V. 1: „Paulus, ein Diener Jesu Christi, berufener Apostel, auserwählt für das Evangelium Gottes“, V. 2: „welches er zuvor durch seine Propheten in den heiligen Schriften versprochen hatte.“

Moses hat den fünf von ihm geschriebenen Büchern nirgends seinen Namen beigesetzt, desgleichen nicht die Geschichtschreiber nach ihm; aber auch Matthäus nicht, noch Johannes noch Markus noch Lukas. Dagegen setzt der hl. Paulus allen seinen Briefen seinen Namen voran. Warum?
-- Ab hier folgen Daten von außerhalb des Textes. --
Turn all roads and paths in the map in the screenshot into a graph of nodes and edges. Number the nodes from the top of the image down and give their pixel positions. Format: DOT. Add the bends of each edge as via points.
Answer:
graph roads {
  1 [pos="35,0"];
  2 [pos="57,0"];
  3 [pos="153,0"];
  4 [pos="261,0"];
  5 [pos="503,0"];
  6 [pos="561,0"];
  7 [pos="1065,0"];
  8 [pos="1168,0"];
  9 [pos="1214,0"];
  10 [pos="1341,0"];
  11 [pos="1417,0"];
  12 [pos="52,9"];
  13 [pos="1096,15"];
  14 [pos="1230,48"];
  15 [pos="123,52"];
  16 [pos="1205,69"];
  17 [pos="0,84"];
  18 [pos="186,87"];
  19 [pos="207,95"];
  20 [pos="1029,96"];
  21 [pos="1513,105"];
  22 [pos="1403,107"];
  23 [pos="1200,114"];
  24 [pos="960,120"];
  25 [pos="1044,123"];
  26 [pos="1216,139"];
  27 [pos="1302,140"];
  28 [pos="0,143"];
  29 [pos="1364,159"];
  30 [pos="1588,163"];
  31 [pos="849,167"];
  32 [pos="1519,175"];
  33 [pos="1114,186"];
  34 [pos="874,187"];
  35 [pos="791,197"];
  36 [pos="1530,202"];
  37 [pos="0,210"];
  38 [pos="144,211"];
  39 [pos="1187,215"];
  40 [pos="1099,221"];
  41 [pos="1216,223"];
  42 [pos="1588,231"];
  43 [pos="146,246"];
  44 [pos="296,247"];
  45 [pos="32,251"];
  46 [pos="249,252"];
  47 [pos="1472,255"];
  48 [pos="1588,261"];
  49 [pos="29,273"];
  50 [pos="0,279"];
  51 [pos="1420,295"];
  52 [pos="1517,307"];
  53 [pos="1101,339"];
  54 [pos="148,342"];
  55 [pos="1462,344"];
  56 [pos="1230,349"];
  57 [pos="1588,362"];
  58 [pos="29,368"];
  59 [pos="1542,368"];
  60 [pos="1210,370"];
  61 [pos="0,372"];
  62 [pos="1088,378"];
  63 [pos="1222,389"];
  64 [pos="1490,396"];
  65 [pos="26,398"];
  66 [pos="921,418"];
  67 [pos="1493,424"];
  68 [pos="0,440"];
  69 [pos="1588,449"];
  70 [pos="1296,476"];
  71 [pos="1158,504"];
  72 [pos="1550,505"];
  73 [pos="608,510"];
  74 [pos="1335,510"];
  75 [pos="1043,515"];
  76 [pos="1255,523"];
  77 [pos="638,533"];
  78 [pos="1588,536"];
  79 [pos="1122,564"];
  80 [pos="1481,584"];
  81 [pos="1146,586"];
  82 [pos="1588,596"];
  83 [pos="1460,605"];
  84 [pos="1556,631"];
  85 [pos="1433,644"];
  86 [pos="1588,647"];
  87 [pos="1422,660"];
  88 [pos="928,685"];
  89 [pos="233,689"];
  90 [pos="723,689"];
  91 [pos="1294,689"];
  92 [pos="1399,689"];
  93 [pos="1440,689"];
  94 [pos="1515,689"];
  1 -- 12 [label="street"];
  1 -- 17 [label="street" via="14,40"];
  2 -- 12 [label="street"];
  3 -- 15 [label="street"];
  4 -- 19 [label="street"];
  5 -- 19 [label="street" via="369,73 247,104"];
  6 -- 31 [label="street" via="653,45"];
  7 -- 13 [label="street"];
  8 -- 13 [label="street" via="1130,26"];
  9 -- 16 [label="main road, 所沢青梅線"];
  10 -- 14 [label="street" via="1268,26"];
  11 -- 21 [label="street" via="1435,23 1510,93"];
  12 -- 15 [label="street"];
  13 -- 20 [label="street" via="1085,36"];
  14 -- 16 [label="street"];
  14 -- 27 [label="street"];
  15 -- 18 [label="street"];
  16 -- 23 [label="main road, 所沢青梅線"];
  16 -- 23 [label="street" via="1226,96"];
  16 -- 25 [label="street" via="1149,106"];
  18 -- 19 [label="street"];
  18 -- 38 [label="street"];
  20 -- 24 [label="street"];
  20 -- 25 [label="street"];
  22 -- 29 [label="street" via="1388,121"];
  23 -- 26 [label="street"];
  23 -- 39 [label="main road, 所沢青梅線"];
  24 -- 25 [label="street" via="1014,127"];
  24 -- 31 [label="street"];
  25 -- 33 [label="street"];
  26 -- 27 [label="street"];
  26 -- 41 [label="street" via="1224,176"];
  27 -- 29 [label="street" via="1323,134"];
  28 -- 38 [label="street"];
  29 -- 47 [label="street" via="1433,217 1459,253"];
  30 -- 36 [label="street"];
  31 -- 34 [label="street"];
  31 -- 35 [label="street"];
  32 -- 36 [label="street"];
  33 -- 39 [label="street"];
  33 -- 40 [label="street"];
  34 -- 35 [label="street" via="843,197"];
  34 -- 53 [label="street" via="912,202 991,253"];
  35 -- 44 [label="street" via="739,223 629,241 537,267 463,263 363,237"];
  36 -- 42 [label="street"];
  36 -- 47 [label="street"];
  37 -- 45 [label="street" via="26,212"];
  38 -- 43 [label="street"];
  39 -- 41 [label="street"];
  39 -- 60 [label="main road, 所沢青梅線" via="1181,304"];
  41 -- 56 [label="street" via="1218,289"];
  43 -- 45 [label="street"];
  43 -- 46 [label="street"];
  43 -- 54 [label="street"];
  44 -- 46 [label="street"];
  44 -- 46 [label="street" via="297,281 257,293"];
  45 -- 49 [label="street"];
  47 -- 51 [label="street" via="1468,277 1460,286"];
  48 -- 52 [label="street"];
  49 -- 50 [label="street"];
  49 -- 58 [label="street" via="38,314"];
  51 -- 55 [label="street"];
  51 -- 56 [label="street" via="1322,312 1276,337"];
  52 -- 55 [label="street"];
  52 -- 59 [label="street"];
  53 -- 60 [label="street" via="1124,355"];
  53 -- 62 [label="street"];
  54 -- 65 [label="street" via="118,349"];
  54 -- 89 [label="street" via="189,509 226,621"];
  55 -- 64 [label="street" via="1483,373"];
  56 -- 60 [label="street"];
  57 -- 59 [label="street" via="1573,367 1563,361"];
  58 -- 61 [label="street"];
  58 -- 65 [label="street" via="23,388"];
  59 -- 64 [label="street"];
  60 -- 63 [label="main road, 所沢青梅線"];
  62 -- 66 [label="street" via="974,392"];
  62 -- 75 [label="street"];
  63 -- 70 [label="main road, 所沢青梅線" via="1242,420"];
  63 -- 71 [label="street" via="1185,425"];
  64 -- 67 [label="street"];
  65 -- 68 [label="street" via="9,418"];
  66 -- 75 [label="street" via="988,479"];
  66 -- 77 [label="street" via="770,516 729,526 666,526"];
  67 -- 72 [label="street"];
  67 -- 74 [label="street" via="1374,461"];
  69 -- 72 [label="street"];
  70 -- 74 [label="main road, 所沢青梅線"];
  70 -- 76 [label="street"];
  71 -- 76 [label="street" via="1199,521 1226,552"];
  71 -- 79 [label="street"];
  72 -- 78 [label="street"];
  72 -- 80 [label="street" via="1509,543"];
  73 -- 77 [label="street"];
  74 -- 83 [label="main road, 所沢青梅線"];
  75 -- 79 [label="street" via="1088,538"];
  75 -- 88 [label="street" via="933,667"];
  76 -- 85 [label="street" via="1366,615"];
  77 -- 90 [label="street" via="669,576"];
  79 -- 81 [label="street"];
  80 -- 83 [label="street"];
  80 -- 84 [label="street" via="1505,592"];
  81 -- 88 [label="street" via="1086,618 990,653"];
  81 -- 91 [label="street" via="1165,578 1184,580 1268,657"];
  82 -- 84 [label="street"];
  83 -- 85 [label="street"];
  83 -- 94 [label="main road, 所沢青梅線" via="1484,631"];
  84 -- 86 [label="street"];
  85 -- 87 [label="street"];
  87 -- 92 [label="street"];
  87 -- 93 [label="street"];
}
Weil die andern an Anwesende schrieben; darum war es unnötig, sich selbst als anwesend erscheinen zu lassen, Paulus aber schickte seine Schreiben in die Ferne und in Briefform; darum war die Beisetzung seines Namens notwendig. Wenn er dies nur im Briefe an die Hebräer nicht tat, so geschah es mit Vorbedacht. Er war nämlich den Juden verhaßt; damit sie nun nicht, wenn sie seinen Namen hörten, von vorneherein für seine Rede unzugänglich wurden, verschwieg er ihnen denselben und verschaffte sich so bei ihnen Gehör. Was die Propheten und Salomon betrifft, die ihre Namen beisetzten, so überlasse ich es euch, zu untersuchen, warum es die einen taten, die andern nicht. Ihr müßt ja nicht alles von mir erfahren, sondern sollt auch selbst euren Geist anstrengen, damit ihr nicht zu denkfaul werdet.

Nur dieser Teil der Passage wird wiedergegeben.